Meh. If it hadn't been Bear Stearns, it would have been somebody else. Maybe not that week, but not that long after... You can't base your entire economy on an elaborate Ponzi scheme without it eventually collapsing. Every one I know in finance has been predicting this kind of thing for years.
As for the suggestion that all is not entirely above board, and that certain well-placed players are making huge fortunes out of the collapse... I'm shocked, shocked I tell you! Next you'll be telling me that those "Earn a million in your spare time" seminars aren't all they're cracked up to be...
The whole system is a racket. It was designed as such.
@TomJoe:
What is illegal is the insider trading.

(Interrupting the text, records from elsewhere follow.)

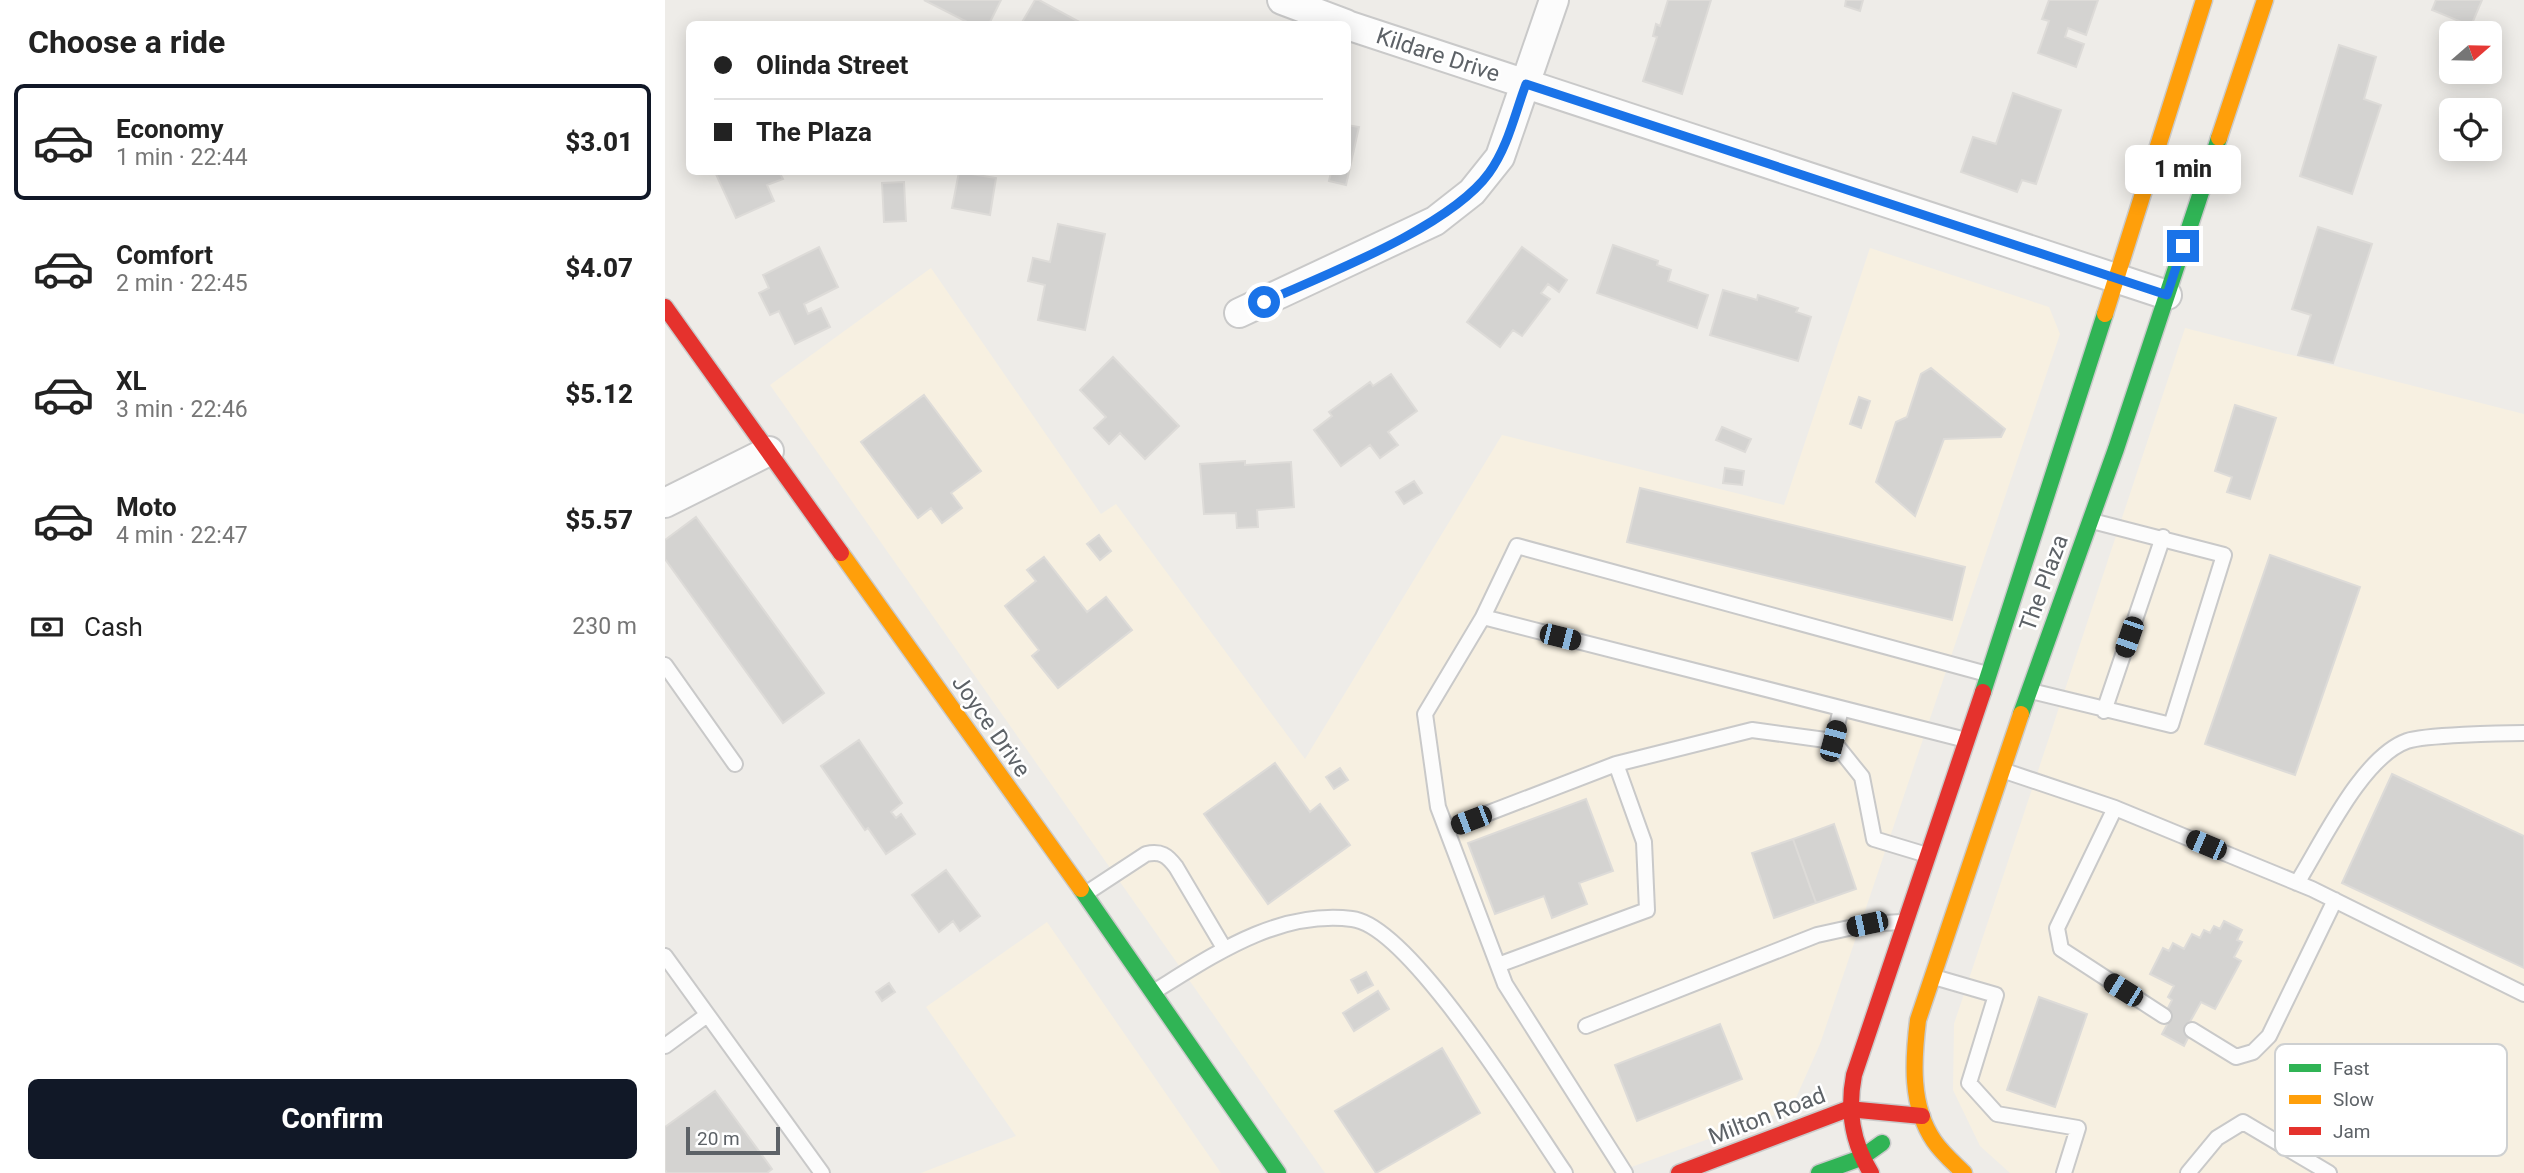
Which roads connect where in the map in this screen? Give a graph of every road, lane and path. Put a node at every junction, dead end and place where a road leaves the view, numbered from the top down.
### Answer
1 (1282, 0) edge
2 (1554, 0) edge
3 (2204, 0) edge
4 (2265, 0) edge
5 (1337, 21) edge
6 (1351, 26) edge
7 (1526, 84) junction
8 (2115, 278) junction
9 (2167, 295) junction
10 (665, 307) edge
11 (1239, 313) dead end
12 (769, 451) junction
13 (665, 503) edge
14 (2090, 521) junction
15 (2162, 537) junction
16 (1483, 617) junction
17 (665, 665) edge
18 (1989, 674) junction
19 (2029, 691) junction
20 (1841, 709) junction
21 (2104, 711) junction
22 (2524, 733) edge
23 (1833, 741) junction
24 (1967, 741) junction
25 (735, 764) dead end
26 (1616, 764) junction
27 (2001, 770) junction
28 (2115, 808) junction
29 (1447, 829) junction
30 (1929, 856) junction
31 (2297, 883) junction
32 (1084, 895) junction
33 (2335, 900) junction
34 (1906, 921) junction
35 (1224, 948) junction
36 (665, 956) edge
37 (1498, 965) junction
38 (1933, 977) junction
39 (1154, 992) junction
40 (2524, 994) edge
41 (707, 1015) junction
42 (2164, 1016) dead end
43 (1586, 1026) dead end
44 (2192, 1030) dead end
45 (665, 1046) edge
46 (1848, 1109) junction
47 (1922, 1116) junction
48 (2275, 1141) edge
49 (2300, 1156) edge
50 (1861, 1158) junction
51 (822, 1173) edge
52 (1278, 1173) edge
53 (1566, 1173) edge
54 (1625, 1173) edge
55 (1679, 1173) edge
56 (1819, 1173) edge
57 (1871, 1173) edge
58 (1964, 1173) edge
59 (2064, 1173) edge
60 (2188, 1173) edge
61 (2329, 1173) edge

Put options are normally used as a form of insurance to protect against swings in prices (not just stock think commodities and currency as well)
I sometimes think the whole stock market is broken. Shares have gone from being, well, shares in a business to goods in their own right. People aren't interested so much in whether a business is succesful, but what the stock price is going to do.
Thing is, as quoted above everybody thought that was an absolutely ridiculous put, unlikely in the extreme to work. Which means the puts were very, very cheap. Doesn't have to be anything illegal going on; just a group of people placing am inexpensive side bet on a long shot.
From the quoted story
That's factually false. The price of an option is in part determined by the volatility of the underlying stock (variance, standard deviation) as well as by the distance to the strike price. Constant distance to strike and sharply increased vol equals increased value of the puts. With American style options One doesn't have to wait until the stock price falls below the strike price to make money on puts by exercising them (or the reverse on calls). You can just sell the puts (provided there's a buyer out there, which there may not be, in which case one waits and exercises them).
Second, Nassim Taleb for years has had a very disciplined approach to taking advantage of situations where a melt-down is not unlikely (based on public information) and it wouldn't surprise me a bit if he was one of those buying far out-of-the money puts.
One possibility (although I'm more likely to believe it was insider trading) is that it was just a gamble by some rich person or people. If you approach a sporting event where there's some long odds that you think might be too long you might put $10, or even $100, on the long odds, because that just isn't much money and the upside, if it happens, would be great. This was $1.7 million. That means for it to be like $100 to me the person or people would have to have a couple hundred million in net worth -- not all that uncommon nowadays.
If you take a fairly standard "up to 5%" of your investment total for speculative trading, you'd need even less in net worth. So for a person with, say, $200 million, this would be a pretty speculative investment of less than 1%.